The content of the second compound is preferably 80% by mass or more and 99% by mass or less, more preferably 90% by mass or more and 99% by mass or less, and even more preferably 95% by mass or more and 99% by mass or less.
The content of the second light-emitting compound is preferably from 1 mass % to 10 mass %, more preferably from 1 mass % to 7 mass %, and even more preferably from 1 mass % to 5 mass %.
However, the upper limit of the total content of the second compound and the second luminescent compound in the second light-emitting layer 52 is 100 mass %.

In this embodiment, the second light-emitting layer 52 may contain a material other than the second compound and the second light-emitting compound.
The second light-emitting layer 52 may contain only one type of the second compound, or may contain two or more types. The second light-emitting layer 52 may contain only one type of the second light-emitting compound, or may contain two or more types.

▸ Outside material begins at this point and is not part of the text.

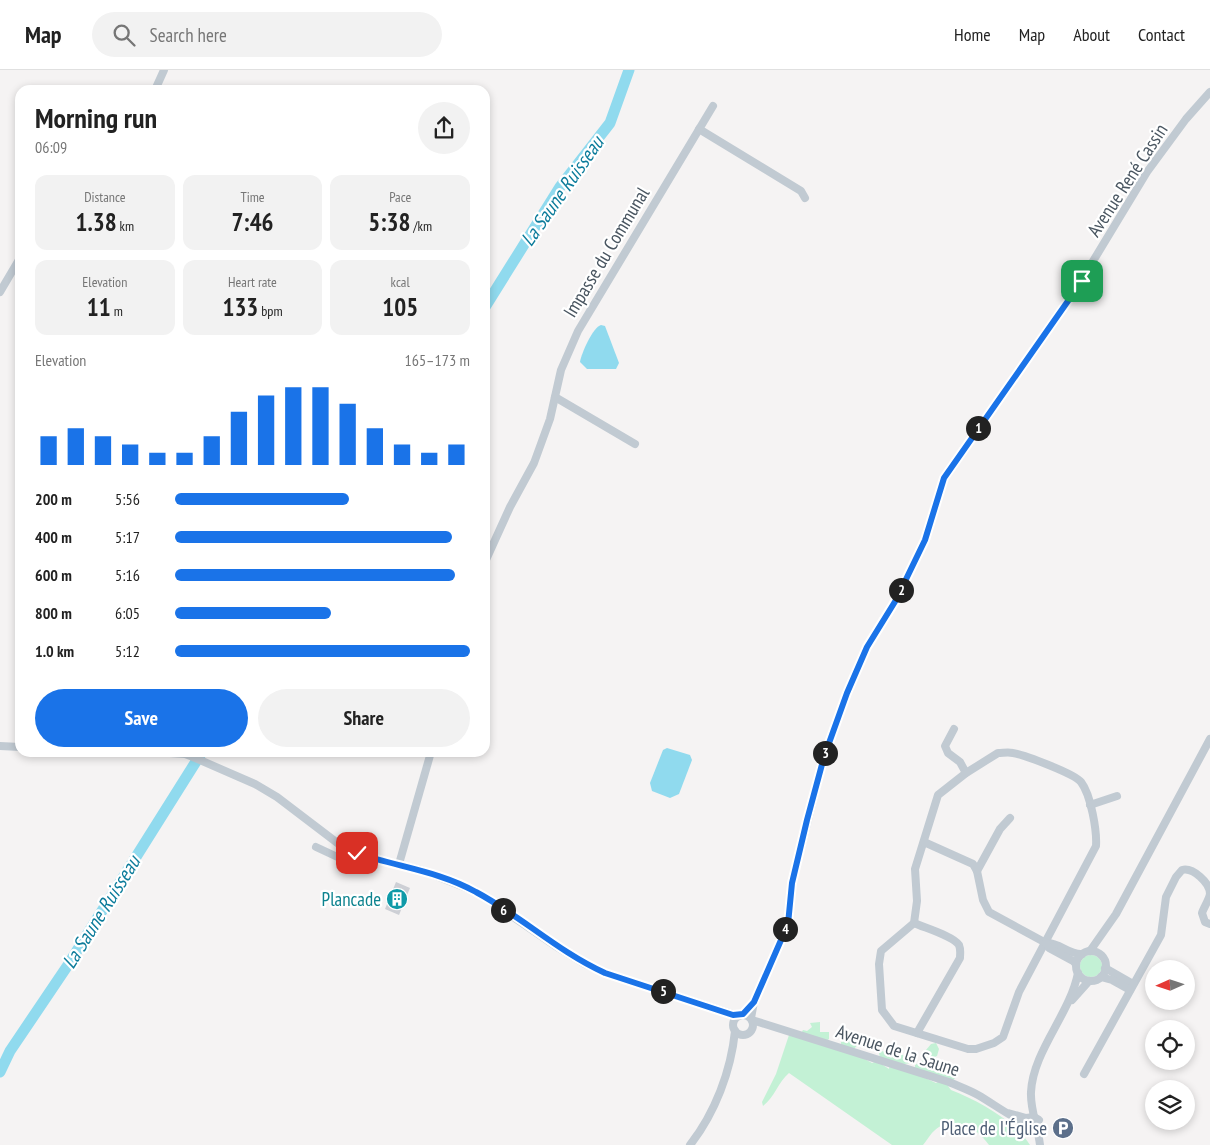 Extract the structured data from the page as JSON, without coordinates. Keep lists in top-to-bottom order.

In the organic EL element 1B, it is also preferable that the first light-emitting layer 51 and the second light-emitting layer 52 are in direct contact.

In the organic EL element 1B, when "the first light-emitting layer 51 and the second light-emitting layer 52 are in direct contact with each other," the layer structure in which "the first light-emitting layer 51 and the second light-emitting layer 52 are in direct contact with each other" may include, for example, any of the following modes (LS1), (LS2), and (LS3).
(LS1) An embodiment in which a region in which a first compound as a host material (hereinafter sometimes referred to as a “first host material”) and a second compound as a host material (hereinafter sometimes referred to as a “second host material”) are both mixed is generated during the process of vapor deposition of a compound related to the first light-emitting layer 51 and the process of vapor deposition of a compound related to the second light-emitting layer 52, and this region is present at the interface between the first light-emitting layer 51 and the second light-emitting layer 52.
(LS2) When the first light-emitting layer 51 and the second light-emitting layer 52 contain a light-emitting compound, a region in which the first host material, the second host material, and the light-emitting compound are mixed is generated during the process of vapor-depositing the compound for the first light-emitting layer 51 and the process of vapor-depositing the compound for the second light-emitting layer 52, and this region is present at the interface between the first light-emitting layer 51 and the second light-emitting layer 52.
(LS3) When the first light-emitting layer 51 and the second light-emitting layer 52 contain a light-emitting compound, a region made of the light-emitting compound, a region made of the first host material, or a region made of the second host material is generated during the process of vapor-deposition of the compound for the first light-emitting layer 51 and the process of vapor-deposition of the compound for the second light-emitting layer 52, and the region is present at the interface between the first light-emitting layer 51 and the second light-emitting layer 52.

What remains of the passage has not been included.